# [EXERCISE OBJECTIVE]
Would you please copy each line below that includes the string "Brinkinmalmi"?

# [RECORDED INFORMATION]
+++

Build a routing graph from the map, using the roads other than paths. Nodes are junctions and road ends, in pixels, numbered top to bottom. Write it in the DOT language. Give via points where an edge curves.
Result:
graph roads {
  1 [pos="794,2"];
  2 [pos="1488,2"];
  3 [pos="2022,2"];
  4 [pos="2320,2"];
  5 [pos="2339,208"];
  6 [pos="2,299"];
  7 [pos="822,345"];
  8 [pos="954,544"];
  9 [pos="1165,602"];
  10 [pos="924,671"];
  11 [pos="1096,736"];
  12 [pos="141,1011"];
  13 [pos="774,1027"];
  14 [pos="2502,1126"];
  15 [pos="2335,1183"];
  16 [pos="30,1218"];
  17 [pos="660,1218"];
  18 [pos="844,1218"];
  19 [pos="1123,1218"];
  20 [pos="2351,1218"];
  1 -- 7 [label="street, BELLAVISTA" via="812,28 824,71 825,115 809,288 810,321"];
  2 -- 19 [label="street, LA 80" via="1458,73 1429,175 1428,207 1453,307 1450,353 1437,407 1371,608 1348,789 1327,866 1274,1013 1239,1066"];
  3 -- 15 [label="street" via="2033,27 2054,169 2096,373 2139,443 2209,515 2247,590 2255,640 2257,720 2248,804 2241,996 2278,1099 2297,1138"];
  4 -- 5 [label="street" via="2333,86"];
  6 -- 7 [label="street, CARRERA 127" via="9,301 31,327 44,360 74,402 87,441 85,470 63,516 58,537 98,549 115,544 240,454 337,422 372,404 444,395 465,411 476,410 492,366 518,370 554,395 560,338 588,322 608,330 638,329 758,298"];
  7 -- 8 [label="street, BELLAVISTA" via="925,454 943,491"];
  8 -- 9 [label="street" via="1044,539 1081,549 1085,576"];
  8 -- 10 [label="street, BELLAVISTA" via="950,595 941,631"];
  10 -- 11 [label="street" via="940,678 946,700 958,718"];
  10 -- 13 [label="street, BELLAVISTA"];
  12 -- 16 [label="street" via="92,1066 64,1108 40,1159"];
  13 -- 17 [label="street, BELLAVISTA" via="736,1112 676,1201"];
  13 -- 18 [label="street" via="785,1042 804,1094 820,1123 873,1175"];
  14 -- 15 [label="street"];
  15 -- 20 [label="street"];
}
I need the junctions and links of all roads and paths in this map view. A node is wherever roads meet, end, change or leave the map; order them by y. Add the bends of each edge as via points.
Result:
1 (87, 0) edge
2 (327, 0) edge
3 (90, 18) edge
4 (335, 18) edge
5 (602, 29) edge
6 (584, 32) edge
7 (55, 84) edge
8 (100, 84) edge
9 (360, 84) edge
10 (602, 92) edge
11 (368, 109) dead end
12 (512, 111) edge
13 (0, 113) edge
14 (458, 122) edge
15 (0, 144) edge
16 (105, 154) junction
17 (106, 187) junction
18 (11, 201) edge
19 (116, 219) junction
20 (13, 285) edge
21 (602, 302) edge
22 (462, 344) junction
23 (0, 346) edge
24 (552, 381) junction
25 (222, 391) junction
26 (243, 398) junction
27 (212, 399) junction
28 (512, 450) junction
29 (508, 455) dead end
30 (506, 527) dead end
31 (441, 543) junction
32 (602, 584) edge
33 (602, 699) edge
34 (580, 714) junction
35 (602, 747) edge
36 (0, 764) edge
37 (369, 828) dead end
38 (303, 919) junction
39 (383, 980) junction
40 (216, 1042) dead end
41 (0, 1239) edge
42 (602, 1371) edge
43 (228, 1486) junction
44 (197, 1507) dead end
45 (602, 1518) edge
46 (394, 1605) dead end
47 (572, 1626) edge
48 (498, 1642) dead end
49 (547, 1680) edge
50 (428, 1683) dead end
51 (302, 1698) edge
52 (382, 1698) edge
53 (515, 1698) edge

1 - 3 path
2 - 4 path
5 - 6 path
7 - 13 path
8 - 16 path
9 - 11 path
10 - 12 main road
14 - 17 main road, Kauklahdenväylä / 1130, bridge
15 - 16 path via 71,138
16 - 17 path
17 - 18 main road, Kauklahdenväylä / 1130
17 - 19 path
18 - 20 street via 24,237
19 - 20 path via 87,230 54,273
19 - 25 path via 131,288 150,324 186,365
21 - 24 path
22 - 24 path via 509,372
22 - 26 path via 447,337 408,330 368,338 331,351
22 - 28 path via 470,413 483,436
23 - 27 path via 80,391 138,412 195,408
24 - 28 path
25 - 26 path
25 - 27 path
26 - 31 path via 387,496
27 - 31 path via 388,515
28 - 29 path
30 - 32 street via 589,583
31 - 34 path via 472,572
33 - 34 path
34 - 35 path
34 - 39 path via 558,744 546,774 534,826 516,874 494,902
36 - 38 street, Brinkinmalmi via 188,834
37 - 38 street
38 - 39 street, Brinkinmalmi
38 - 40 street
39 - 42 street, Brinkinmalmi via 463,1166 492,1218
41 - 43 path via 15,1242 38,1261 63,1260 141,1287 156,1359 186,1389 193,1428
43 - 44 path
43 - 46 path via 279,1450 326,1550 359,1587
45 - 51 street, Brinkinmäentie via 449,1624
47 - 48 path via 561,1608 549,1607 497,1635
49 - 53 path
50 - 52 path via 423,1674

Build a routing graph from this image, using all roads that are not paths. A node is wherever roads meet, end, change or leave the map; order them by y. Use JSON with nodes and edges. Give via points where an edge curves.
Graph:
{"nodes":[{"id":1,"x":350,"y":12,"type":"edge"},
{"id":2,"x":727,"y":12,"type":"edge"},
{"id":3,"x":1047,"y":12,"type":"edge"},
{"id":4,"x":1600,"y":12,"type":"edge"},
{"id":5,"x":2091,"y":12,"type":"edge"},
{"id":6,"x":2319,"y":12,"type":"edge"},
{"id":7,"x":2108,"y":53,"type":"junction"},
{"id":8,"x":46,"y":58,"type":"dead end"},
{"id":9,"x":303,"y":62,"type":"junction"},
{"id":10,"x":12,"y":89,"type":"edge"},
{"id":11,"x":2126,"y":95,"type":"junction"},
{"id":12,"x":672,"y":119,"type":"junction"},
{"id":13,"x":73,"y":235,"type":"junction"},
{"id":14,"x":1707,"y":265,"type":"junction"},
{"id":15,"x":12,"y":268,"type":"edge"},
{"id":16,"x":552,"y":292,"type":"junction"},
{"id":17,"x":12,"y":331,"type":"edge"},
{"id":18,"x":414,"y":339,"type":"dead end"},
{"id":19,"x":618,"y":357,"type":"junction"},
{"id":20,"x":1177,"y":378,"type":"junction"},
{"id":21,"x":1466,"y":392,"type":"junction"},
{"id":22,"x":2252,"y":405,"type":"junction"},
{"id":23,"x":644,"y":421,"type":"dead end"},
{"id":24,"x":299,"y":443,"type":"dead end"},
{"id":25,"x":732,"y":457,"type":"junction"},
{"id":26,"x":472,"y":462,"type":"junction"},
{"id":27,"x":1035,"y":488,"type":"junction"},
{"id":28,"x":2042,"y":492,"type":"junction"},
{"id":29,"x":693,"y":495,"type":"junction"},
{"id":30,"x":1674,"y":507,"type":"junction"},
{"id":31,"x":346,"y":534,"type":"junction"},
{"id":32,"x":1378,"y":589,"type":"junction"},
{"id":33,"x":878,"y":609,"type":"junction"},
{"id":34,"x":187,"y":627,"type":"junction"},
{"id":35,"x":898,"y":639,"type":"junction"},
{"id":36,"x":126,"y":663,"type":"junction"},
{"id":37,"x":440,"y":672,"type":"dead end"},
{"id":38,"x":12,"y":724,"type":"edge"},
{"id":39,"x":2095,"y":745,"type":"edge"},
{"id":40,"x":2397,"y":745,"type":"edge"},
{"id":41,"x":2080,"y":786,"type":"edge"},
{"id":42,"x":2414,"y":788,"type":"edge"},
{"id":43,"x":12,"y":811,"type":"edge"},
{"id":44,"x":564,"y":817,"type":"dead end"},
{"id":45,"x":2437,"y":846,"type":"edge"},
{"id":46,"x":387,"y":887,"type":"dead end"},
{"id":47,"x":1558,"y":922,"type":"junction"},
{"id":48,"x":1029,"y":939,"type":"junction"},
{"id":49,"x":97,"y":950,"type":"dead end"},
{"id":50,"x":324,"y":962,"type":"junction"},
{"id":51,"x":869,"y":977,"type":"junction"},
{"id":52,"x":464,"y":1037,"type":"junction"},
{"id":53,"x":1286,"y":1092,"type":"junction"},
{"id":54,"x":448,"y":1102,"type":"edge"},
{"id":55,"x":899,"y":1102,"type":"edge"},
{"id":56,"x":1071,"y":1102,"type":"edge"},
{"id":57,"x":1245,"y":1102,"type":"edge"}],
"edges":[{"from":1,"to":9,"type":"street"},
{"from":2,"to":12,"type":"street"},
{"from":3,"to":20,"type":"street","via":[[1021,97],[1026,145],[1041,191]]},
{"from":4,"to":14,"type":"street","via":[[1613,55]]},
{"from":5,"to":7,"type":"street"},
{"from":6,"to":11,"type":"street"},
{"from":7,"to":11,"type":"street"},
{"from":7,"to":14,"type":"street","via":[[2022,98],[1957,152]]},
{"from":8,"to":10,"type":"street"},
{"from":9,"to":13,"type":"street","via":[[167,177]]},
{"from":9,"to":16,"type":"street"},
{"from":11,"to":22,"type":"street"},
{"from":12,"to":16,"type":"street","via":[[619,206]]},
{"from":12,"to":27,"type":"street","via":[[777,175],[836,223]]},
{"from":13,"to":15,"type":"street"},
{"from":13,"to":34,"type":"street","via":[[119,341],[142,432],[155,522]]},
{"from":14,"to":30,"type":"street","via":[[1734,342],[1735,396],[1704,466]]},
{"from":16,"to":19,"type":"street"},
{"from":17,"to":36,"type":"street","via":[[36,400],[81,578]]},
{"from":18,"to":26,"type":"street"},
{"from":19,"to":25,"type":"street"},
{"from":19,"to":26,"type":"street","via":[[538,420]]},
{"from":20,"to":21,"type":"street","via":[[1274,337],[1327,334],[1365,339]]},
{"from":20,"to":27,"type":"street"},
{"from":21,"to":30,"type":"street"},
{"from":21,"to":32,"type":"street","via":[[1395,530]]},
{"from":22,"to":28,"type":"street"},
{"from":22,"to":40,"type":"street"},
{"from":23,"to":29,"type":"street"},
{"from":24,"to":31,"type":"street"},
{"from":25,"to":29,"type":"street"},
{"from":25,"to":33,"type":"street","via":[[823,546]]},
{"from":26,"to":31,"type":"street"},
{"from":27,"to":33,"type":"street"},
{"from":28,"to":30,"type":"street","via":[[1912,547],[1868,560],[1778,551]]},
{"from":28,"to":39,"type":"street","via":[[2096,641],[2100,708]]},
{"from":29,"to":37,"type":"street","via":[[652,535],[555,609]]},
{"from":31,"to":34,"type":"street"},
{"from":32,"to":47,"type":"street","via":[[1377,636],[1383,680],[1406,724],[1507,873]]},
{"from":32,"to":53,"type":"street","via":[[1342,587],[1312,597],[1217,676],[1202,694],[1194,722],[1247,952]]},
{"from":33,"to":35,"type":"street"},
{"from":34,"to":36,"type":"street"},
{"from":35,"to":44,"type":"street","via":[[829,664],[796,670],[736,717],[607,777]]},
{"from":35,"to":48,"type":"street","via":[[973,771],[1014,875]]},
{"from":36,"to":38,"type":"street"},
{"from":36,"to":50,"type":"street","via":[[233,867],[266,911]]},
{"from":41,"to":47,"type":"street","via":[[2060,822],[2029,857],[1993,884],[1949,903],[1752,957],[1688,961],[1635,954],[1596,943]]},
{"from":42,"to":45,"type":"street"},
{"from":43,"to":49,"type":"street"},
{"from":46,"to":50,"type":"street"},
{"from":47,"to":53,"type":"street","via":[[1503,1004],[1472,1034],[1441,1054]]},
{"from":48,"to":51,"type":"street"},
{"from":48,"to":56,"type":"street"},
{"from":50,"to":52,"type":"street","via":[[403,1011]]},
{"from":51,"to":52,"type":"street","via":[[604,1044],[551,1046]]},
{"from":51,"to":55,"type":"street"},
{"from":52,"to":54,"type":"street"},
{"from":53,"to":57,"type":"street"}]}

+++

# [YOUR SOLUTION]
36 - 38 street, Brinkinmalmi via 188,834
38 - 39 street, Brinkinmalmi
39 - 42 street, Brinkinmalmi via 463,1166 492,1218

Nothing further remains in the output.